IEP Fuck Up
There is no way to properly communicate just how much we rely on Supervisor M. She is the Goddess of Behavioralists. Which makes it even more embarrassing when I blow it right in front of her.
She emailed me a draft of IEP goals almost a month ago. I thought I'd look them over "later," but they got buried in my inbox, and I forgot about them.
Then this morning Supervisor came over to see Leelo and Therapist L. I told her how swimmingly the IEP went and how pleased we are at all the coverage we'll be getting, and how I even had a copy just for her! She was happy for us, but also wanted to know if we'd received any written goals.
"Erm, no...I kind of forgot about that part." Even though I had specifically asked PS last week if the written goals would be included--but I guess PS and I both forgot.
I then went and read Supervisor M's draft goals.

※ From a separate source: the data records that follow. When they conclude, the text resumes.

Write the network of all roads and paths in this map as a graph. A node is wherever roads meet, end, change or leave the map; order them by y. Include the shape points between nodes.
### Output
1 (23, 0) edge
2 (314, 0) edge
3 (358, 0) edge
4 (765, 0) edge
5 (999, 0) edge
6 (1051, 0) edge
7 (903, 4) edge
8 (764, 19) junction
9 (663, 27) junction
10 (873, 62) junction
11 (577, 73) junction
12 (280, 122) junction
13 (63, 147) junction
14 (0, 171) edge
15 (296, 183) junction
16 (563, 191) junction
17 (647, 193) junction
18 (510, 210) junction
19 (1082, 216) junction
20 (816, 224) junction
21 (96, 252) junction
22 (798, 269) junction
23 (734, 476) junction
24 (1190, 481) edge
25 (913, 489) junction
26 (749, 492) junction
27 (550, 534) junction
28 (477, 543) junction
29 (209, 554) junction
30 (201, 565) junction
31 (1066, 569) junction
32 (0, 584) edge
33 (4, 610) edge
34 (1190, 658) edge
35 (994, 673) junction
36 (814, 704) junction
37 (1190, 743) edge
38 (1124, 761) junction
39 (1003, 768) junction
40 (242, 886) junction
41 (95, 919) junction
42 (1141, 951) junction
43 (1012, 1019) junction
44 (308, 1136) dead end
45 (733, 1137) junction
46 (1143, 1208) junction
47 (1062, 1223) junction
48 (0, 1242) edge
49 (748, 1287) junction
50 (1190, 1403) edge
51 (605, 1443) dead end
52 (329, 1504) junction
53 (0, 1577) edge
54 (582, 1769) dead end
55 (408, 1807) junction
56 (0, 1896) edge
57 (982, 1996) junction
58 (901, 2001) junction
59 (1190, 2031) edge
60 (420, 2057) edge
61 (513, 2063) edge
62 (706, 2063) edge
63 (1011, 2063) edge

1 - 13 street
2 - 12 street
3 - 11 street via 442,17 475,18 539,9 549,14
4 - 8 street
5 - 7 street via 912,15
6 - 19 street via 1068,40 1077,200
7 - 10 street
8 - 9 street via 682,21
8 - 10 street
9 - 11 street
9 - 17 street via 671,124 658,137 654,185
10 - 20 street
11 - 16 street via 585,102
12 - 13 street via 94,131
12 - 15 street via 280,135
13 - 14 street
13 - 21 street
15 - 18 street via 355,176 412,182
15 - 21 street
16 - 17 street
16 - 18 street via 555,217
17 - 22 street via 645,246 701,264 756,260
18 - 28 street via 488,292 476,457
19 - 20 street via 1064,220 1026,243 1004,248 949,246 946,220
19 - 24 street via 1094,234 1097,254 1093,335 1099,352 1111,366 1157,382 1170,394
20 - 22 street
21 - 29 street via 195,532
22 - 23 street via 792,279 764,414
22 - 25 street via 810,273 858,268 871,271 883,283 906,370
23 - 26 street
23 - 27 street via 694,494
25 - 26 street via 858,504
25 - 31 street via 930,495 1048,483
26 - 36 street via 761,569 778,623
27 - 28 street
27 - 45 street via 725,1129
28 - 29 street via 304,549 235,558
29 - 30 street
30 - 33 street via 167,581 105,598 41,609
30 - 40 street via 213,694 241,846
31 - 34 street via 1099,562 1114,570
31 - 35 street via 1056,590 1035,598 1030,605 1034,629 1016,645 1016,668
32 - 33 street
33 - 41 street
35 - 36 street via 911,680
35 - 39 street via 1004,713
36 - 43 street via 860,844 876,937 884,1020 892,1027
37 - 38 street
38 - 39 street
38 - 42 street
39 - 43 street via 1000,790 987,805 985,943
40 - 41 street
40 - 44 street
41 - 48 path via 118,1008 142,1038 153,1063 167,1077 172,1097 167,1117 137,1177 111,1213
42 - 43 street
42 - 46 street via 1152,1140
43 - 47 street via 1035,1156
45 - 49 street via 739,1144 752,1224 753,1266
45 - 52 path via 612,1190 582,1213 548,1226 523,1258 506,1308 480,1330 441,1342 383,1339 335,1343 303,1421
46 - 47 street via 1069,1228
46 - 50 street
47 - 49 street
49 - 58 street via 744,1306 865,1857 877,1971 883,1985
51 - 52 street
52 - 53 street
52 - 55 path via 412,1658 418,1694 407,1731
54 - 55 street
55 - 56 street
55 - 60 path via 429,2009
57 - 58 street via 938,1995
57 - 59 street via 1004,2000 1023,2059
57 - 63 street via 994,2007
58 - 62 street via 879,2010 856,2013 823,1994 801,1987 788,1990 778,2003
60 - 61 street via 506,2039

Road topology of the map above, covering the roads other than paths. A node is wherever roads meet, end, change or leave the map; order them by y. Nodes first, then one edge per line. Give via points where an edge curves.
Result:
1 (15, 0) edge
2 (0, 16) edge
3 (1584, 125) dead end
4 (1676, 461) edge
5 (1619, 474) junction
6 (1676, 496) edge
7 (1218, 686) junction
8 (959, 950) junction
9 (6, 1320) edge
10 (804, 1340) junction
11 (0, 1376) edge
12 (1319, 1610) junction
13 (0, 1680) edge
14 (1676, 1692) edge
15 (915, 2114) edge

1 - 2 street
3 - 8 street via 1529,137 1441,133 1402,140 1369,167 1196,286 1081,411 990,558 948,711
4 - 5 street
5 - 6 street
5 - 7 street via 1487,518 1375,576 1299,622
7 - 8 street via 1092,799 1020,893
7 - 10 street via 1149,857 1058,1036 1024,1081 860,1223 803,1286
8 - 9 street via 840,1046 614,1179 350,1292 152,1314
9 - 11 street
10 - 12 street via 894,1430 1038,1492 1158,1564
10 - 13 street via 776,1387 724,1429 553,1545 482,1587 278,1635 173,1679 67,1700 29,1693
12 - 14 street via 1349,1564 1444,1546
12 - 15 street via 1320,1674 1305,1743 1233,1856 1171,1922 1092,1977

They are so spot-on and I am such a fuck-up. Sigh. She graciously offered to send them to PS herself, which is probably a good thing.
She told me not to worry, that I have a very busy life and that this was our first IEP and it's the SD who is supposed to be "clean" about such things, not us. That was kind of her, but it does not excuse me.
I am looking forward to a less overwhelmed time in my life, when I can end my days by counting my accomplishments rather than trying to downplay my fuck ups.